#### [Exercise goal]
Copy each line of the entries that contains the word "points".

The records Start Marker

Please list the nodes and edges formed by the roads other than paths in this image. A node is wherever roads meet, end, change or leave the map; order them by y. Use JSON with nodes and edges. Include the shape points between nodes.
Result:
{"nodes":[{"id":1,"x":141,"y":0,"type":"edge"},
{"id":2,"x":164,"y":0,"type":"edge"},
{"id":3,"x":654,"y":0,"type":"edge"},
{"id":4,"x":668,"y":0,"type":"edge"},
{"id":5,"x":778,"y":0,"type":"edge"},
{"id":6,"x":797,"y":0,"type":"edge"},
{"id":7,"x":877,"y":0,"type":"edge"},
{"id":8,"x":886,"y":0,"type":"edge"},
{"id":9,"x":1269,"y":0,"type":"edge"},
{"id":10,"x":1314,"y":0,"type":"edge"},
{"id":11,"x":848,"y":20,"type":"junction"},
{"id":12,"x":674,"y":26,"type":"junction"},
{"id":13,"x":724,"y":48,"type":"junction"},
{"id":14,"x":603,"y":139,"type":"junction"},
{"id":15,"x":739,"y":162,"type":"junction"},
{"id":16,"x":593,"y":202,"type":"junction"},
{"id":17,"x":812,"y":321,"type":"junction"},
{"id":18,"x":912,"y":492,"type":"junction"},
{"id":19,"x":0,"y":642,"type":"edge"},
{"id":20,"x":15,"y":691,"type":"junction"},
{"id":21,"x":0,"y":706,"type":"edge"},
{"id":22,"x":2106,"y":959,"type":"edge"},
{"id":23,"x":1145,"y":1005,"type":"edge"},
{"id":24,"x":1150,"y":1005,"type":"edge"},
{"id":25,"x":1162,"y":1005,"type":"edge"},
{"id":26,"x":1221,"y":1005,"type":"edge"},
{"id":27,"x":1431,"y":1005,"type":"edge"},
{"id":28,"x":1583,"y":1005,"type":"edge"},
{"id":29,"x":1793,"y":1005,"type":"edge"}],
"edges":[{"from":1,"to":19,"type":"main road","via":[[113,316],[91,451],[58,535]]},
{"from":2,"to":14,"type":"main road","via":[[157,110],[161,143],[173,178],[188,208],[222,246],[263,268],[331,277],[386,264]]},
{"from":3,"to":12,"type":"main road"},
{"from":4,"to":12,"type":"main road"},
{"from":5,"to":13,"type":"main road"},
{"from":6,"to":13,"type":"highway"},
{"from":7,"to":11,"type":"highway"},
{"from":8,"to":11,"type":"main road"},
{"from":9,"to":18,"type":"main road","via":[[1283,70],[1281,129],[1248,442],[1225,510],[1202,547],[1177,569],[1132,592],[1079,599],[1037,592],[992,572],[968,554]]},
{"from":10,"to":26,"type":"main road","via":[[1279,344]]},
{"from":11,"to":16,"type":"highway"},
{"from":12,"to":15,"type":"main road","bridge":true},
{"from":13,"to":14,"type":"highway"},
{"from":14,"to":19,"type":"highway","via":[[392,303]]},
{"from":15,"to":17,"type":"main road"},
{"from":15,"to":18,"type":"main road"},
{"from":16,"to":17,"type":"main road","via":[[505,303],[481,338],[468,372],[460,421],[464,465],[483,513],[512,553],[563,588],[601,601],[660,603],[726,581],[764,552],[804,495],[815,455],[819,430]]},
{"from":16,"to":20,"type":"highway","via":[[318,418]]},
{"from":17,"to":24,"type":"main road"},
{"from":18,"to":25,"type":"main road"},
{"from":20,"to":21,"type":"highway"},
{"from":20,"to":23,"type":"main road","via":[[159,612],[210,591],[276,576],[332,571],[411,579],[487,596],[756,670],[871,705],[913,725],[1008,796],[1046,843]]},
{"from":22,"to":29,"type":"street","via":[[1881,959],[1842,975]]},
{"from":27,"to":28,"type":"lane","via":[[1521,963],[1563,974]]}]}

The records End Marker
The records Start Marker

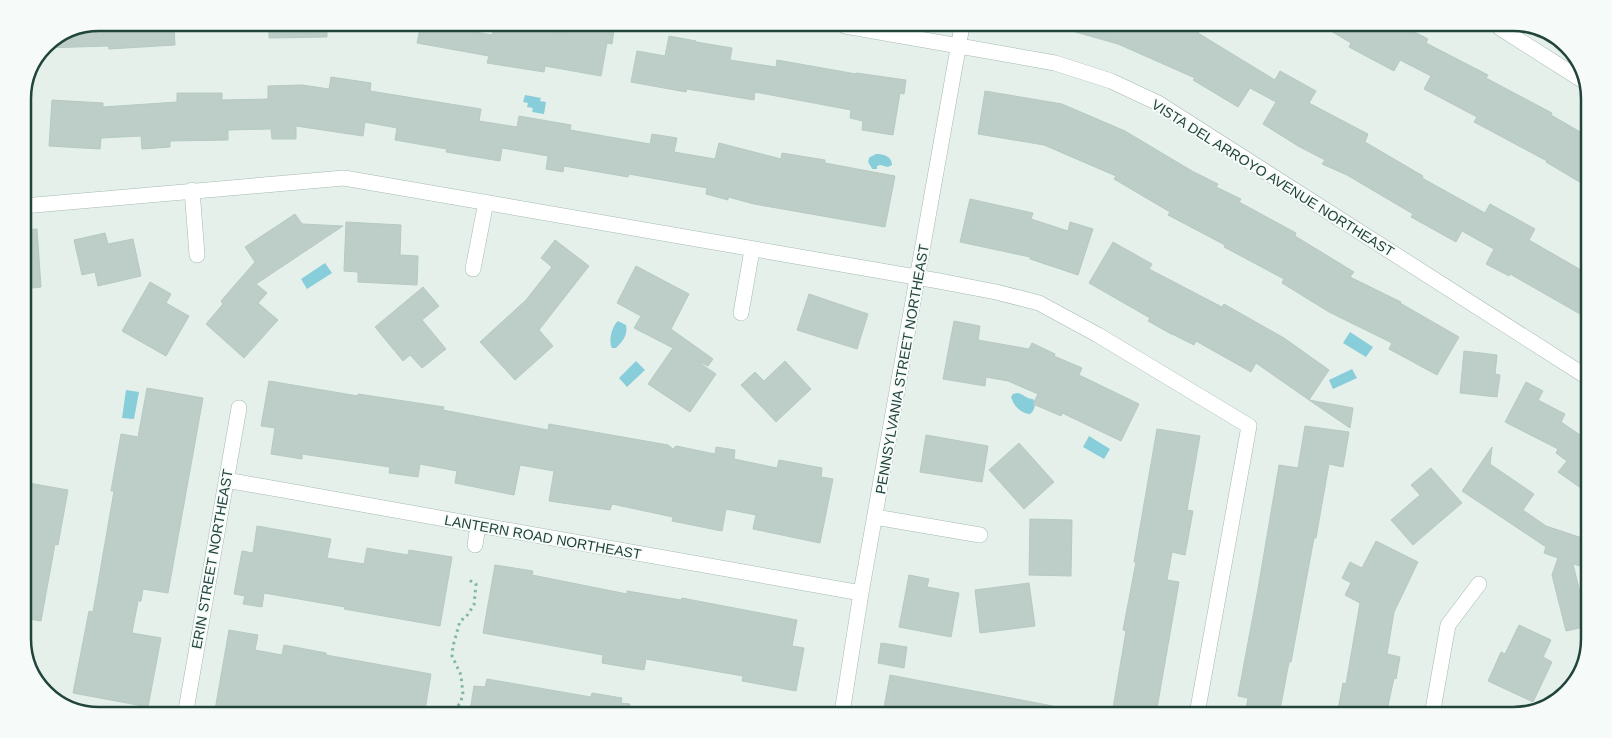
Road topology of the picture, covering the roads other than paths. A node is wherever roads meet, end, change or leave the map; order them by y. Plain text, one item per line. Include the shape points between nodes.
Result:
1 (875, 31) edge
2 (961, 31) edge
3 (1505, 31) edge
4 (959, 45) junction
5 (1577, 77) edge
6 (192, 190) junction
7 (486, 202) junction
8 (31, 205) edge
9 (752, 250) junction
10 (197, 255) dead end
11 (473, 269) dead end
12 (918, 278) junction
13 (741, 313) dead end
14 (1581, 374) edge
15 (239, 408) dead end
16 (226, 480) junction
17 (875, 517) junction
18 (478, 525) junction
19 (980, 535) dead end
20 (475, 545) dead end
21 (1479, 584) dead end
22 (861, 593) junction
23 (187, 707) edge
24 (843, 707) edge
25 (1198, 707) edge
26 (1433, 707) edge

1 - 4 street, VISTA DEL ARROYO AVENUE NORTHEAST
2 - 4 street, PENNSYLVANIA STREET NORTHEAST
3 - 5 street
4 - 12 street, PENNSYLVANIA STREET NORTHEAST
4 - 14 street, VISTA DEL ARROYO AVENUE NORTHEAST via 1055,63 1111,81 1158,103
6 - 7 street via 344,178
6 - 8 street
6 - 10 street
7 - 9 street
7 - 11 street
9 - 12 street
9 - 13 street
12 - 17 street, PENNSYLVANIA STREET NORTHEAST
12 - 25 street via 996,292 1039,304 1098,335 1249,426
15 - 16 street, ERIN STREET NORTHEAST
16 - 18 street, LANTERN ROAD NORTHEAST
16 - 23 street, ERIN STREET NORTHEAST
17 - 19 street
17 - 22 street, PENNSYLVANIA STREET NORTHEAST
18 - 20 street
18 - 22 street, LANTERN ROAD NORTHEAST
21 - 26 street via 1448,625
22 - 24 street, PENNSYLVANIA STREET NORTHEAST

The records End Marker

#### [Exercise answer]
Please list the nodes and edges formed by the roads other than paths in this image. A node is wherever roads meet, end, change or leave the map; order them by y. Use JSON with nodes and edges. Include the shape points between nodes.
Road topology of the picture, covering the roads other than paths. A node is wherever roads meet, end, change or leave the map; order them by y. Plain text, one item per line. Include the shape points between nodes.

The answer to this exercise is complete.